INSTRUCTIONS TO FOLLOW:
Using the listing below, work out how many lines include the word "Madroño". Only the number is to be given.

##### GIVEN RECORDS

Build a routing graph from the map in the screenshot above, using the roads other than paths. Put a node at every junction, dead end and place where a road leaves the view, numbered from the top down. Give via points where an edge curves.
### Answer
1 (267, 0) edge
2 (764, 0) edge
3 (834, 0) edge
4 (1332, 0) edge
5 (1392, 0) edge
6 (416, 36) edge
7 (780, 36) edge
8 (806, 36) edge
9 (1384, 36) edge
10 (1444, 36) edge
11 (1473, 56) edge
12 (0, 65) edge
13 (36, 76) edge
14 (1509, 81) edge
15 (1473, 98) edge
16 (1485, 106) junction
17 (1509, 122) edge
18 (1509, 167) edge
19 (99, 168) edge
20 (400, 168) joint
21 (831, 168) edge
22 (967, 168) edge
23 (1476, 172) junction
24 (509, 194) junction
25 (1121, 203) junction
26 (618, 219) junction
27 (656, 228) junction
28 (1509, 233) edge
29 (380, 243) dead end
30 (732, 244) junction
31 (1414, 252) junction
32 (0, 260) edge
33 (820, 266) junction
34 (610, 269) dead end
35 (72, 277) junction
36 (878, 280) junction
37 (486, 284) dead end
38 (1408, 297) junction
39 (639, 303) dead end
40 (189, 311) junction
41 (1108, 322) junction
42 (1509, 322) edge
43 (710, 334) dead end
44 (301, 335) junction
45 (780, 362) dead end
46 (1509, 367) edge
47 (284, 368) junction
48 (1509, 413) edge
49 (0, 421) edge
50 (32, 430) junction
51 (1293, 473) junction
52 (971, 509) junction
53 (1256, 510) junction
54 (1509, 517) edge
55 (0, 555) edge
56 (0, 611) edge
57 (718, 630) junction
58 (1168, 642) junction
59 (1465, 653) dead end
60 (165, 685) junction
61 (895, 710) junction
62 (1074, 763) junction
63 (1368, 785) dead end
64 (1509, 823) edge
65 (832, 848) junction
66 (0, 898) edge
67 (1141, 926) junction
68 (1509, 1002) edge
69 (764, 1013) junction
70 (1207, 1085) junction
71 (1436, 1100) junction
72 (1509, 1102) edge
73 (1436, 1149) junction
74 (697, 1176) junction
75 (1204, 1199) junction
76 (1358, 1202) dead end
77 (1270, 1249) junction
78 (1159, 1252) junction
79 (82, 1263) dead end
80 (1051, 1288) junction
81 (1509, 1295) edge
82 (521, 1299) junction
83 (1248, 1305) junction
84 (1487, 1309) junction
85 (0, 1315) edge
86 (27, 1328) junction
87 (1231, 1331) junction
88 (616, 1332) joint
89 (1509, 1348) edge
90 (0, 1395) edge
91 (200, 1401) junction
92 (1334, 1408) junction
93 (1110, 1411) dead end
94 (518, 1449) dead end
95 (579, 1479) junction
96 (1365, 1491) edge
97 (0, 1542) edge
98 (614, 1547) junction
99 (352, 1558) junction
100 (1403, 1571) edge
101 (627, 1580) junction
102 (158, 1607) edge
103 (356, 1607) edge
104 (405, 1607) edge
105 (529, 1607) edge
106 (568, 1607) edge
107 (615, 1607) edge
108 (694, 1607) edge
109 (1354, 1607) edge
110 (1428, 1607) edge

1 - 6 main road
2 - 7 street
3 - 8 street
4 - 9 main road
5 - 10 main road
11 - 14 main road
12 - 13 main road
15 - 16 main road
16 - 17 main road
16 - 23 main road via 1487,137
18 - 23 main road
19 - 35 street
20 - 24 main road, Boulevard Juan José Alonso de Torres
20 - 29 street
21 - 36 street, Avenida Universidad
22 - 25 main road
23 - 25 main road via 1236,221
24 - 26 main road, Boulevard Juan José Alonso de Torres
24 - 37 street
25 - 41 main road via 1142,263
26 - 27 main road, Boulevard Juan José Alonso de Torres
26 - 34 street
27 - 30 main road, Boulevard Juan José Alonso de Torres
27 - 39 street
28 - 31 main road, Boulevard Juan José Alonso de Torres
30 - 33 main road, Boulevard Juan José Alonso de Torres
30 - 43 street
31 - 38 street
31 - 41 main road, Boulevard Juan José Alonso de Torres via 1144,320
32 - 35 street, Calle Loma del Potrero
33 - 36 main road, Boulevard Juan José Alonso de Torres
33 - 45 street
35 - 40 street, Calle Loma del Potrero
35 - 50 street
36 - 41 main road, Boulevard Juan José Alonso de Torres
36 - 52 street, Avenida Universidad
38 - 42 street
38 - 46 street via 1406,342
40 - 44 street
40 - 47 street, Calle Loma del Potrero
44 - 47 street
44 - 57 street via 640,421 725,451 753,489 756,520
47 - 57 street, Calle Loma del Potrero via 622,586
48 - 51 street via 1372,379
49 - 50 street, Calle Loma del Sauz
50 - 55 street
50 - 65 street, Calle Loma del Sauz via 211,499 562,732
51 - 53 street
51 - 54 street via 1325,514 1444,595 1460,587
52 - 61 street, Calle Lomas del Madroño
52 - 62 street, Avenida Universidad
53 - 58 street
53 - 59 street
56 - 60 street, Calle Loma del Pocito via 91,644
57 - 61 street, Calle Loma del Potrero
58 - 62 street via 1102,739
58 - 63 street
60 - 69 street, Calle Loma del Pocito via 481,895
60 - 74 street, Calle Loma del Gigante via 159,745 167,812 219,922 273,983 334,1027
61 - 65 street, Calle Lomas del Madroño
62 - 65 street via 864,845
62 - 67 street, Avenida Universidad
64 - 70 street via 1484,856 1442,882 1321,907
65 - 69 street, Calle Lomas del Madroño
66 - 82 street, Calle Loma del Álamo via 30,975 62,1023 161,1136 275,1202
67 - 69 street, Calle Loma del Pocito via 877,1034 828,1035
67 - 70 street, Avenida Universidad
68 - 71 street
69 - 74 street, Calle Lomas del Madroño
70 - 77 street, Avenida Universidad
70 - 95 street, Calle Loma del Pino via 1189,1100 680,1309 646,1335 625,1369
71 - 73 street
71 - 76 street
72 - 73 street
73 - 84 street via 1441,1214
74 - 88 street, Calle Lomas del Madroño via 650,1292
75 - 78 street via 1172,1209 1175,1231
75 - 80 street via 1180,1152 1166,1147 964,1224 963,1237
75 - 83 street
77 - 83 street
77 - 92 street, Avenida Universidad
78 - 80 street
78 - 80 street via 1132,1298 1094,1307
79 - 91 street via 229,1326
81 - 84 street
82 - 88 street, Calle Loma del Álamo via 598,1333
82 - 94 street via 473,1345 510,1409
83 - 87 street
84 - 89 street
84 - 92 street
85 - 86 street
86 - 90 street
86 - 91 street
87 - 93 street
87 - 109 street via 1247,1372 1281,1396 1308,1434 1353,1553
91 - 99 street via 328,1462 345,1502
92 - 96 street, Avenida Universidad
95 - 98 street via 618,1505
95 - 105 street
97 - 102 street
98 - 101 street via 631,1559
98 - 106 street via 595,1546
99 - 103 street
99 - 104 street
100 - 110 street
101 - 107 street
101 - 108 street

##########

ANSWER TO THE EXERCISE:
5